Illume is delighted that the message about sugar being bad for your teeth is certainly getting through to adults and many of them are already swapping fizzy drinks for water but we would like to encourage clients and the wider community to ensure children are doing so as well.
This follows a survey, commissioned by the Natural Hydration Council, which found that water only accounts for a quarter of liquids drunk by five to nine-year-olds while ‘diet' fizzy drinks make up 30 per cent of overall consumption.
Tim Rumney, clinical director at Illume, says: “These figures, which come shortly after a report by Public Health England showed tooth extractions among under-fives had increased 24 per cent in a decade, highlights the huge problems caused by sugary drinks.
“I would urge all parents and grandparents to help us tackle this by encouraging all children to swap sugary drinks for healthier alternatives such as water or milk.
“As well as keeping the body functioning well, water is naturally sugar-free and so is the best choice for our children’s teeth but milk is also a good choice as it helps to promote healthy bone development as well.
“The fact that 30% of young children are drinking fizzy drinks is shocking because just one typical can contains about nine teaspoons of sugar – enough to take someone over their recommended daily intake in one hit.

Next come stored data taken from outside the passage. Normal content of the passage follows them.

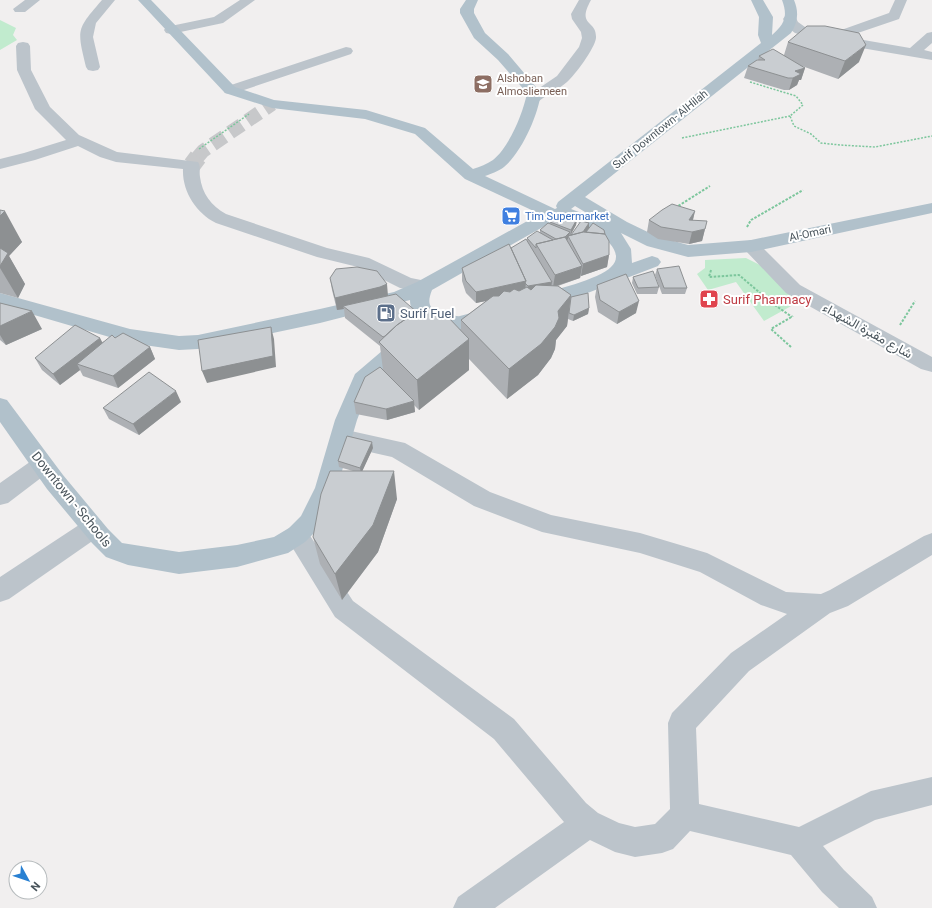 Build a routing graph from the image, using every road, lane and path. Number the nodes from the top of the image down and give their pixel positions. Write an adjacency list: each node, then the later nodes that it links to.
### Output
1 (34, 0): 10 (street)
2 (108, 0): 20 (street)
3 (144, 0): 12 (main road)
4 (249, 0): 12 (street)
5 (472, 0): 23 (main road)
6 (585, 0): 23 (street)
7 (758, 0): 15 (main road)
8 (788, 0): 11 (main road)
9 (901, 0): 14 (street)
10 (20, 10)
11 (790, 19): 14 (street); 15 (main road, Surif Downtown- AlHilah)
12 (171, 30): 22 (main road)
13 (932, 36): 18 (street)
14 (831, 39): 18 (street)
15 (768, 45): 21 (main road, Surif Downtown- AlHilah)
16 (23, 46): 28 (street)
17 (346, 51): 22 (street)
18 (913, 53): 19 (street)
19 (932, 56)
20 (93, 67)
21 (726, 77): 25 (path); 32 (main road, Surif Downtown- AlHilah)
22 (230, 90): 24 (main road)
23 (534, 98): 31 (main road)
24 (266, 102): 30 (path); 31 (main road)
25 (790, 116): 26 (path); 27 (path)
26 (932, 136)
27 (679, 139)
28 (78, 141): 29 (street); 30 (street)
29 (0, 164)
30 (183, 164): 39 (street)
31 (471, 176): 34 (main road)
32 (574, 198): 34 (main road, Surif Downtown- AlHilah); 36 (main road)
33 (932, 208): 35 (main road, Al-Omari)
34 (553, 214): 38 (main road); 39 (main road, Surif Downtown- AlHilah)
35 (751, 246): 36 (main road, Al-Omari); 42 (street, شارع مقبرة الشهداء)
36 (675, 249): 38 (main road, Downtown - Schools)
37 (717, 269): 43 (path)
38 (611, 277): 44 (main road, Downtown - Schools)
39 (424, 286): 40 (main road); 44 (main road)
40 (0, 299)
41 (915, 301): 45 (path)
42 (817, 302): 43 (path); 47 (street, شارع مقبرة الشهداء)
43 (792, 317): 46 (path)
44 (474, 318): 51 (main road, Downtown - Schools)
45 (896, 331)
46 (791, 347)
47 (932, 365)
48 (0, 406): 50 (main road, Downtown - Schools)
49 (0, 423): 50 (main road)
50 (20, 434): 52 (main road, Downtown - Schools)
51 (341, 438): 55 (main road, Downtown - Schools); 58 (street)
52 (42, 464): 53 (street); 54 (main road, Downtown - Schools)
53 (0, 496)
54 (93, 528): 55 (main road, Downtown - Schools); 57 (street)
55 (297, 535): 61 (street)
56 (932, 543): 58 (street)
57 (0, 591)
58 (821, 605): 60 (street)
59 (932, 791): 62 (street)
60 (684, 815): 61 (street); 62 (street)
61 (588, 823): 63 (street)
62 (800, 842): 64 (street)
63 (469, 908)
64 (861, 908)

“Sugar, as we have been telling clients for many years, is the main reason for tooth decay because plaque on your teeth feed on this and acids are produced which dissolve the enamel of the tooth to create cavities. These acids are produced very quickly and can begin to damage the tooth within minutes.
“It takes 30 to 45 minutes for the mouth to return to normal so frequent consumption creates more acid attacks. The key message is therefore that reducing the frequency and amount of sugar will reduce decay
“Even ‘diet’ fizzy drinks can still be damaging to teeth as some of the ingredients they contain, such as phosphoric acid, citric acid and tartaric acid, can lead to dental erosion.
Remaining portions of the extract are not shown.